Re: Add SKIP LOCKED to VACUUM and ANALYZE

From: Michael Paquier <michael(at)paquier(dot)xyz>
To: "Bossart, Nathan" <bossartn(at)amazon(dot)com>
Cc: "pgsql-hackers(at)postgresql(dot)org" <pgsql-hackers(at)postgresql(dot)org>, Andres Freund <andres(at)anarazel(dot)de>, Masahiko Sawada <sawada(dot)mshk(at)gmail(dot)com>, Robert Haas <robertmhaas(at)gmail(dot)com>, Tomas Vondra <tomas(dot)vondra(at)2ndquadrant(dot)com>, Lyes Ameddah <lyes(dot)amd(at)gmail(dot)com>
Subject: Re: Add SKIP LOCKED to VACUUM and ANALYZE
Date: 2018-07-17 06:21:48
Message-ID: 20180717062148.GE3388@paquier.xyz
Views: Raw Message | Whole Thread | Download mbox | Resend email
Thread:
Lists: pgsql-hackers

On Thu, Jul 12, 2018 at 02:37:28PM +0900, Michael Paquier wrote:
> On Wed, Jun 13, 2018 at 08:29:12PM +0000, Bossart, Nathan wrote:
>> Previous thread: https://postgr.es/m/4BC0F3CD-F4B5-4F23-AADB-80607F9E4B4E%40amazon.com
>>
>> This is a new thread for tracking the work to add SKIP LOCKED to
>> VACUUM and ANALYZE. I've attached a rebased set of patches.
>
> I am beginning to look at this stuff, and committed patch 4 and 5 on the
> way as they make sense independently. I am still reviewing the rest,
> which applies with some fuzz, and the tests proposed still pass.

I have been looking at the rest of the patch set, and I find that the
way SKIP_LOCKED is handled is a bit inconsistent. First, if the manual
VACUUM does not specify a list of relations, which can never happen for
autovacuum, then we get to use get_all_vacuum_rels to decide the list of
relations to look at, and then it is up to vacuum_rel() to decide if a
relation can be skipped or not. If a list of relation is given by the
caller, then it is up to expand_vacuum_rel() to do the call.

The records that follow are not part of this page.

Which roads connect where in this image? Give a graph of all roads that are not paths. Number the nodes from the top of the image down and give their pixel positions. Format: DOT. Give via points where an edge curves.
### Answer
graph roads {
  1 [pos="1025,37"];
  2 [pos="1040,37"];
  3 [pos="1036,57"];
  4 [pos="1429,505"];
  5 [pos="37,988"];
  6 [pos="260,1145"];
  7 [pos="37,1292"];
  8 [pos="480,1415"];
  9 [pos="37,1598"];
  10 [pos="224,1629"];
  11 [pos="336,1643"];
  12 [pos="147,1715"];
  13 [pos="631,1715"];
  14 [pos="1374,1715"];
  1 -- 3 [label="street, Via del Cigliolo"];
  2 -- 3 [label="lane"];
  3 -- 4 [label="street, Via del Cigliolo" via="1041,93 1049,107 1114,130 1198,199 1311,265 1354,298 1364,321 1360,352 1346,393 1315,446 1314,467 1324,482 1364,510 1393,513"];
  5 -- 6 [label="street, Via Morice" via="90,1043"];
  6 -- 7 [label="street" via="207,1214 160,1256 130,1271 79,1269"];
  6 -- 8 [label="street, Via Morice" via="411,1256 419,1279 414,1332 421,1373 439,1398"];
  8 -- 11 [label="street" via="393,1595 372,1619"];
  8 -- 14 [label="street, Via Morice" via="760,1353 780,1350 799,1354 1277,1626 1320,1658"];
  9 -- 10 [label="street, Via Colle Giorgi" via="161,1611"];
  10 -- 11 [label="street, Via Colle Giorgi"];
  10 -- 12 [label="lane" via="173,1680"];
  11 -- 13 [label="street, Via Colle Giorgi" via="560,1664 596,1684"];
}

In expand_vacuum_rel(), an OID could be defined for a relation, which is
something used by autovacuum. If no OID is defined, which happens for a
manual VACUUM, then we use directly RangeVarGetRelidExtended() at this
stage and see if the relation is available. If the relation listed in
the manual VACUUM is a partitioned table, then its full set of
partition OIDs (including down layers), are included in the list of
relations to include. And we definitely want to hold, then release once
AccessShareLock so as the partition tree lookup can happen. This uses
as well find_all_inheritors() with NoLock so as we rely on vacuum_rel()
to skip the relation or not.

The first thing which is striking me is that we may actually *not* want
to check for lock skipping within expand_vacuum_rel() as that's mainly a
function aimed at building the relations which are going to be vacuumed,
and that all the lock skipping operations should happen at the beginning
of vacuum_rel(). This way, even if the parent of a partition tree is
listed but cannot have its RangeVar opened immediately, then we have a
chance to have some of its partitions to be vacuumed after listing them.
This point is debatable as there are pros and cons. I would be of the
opinion to not change expand_vacuum_rel()'s mission to build the list of
relations to VACUUM, and actually complain about a lock not available
when the relation is ready to be processed individually. It is also
perfectly possible to skip locks for partitions by listing them
individually in the VACUUM command used. I am pretty sure that Andres
would complain at the sight of this paragraph as this is backwards with
the reason behind the refactoring of RangeVarGetRelidExtended but I like
the new API better :p

For this part, it seems to me that we can do better than what is in
HEAD:
- Call RangeVarGetRelidExtended without lock.
- Check for has_subclass(), which should be extended so as it does not
complain because of a missing relation so as vacuum.c does the error
handling.
- Call RangeVarGetRelidExtended a second time if a lookup with
find_all_inheritors is necessary. If the relation goes missing
in-between then we just get an error as the current behavior.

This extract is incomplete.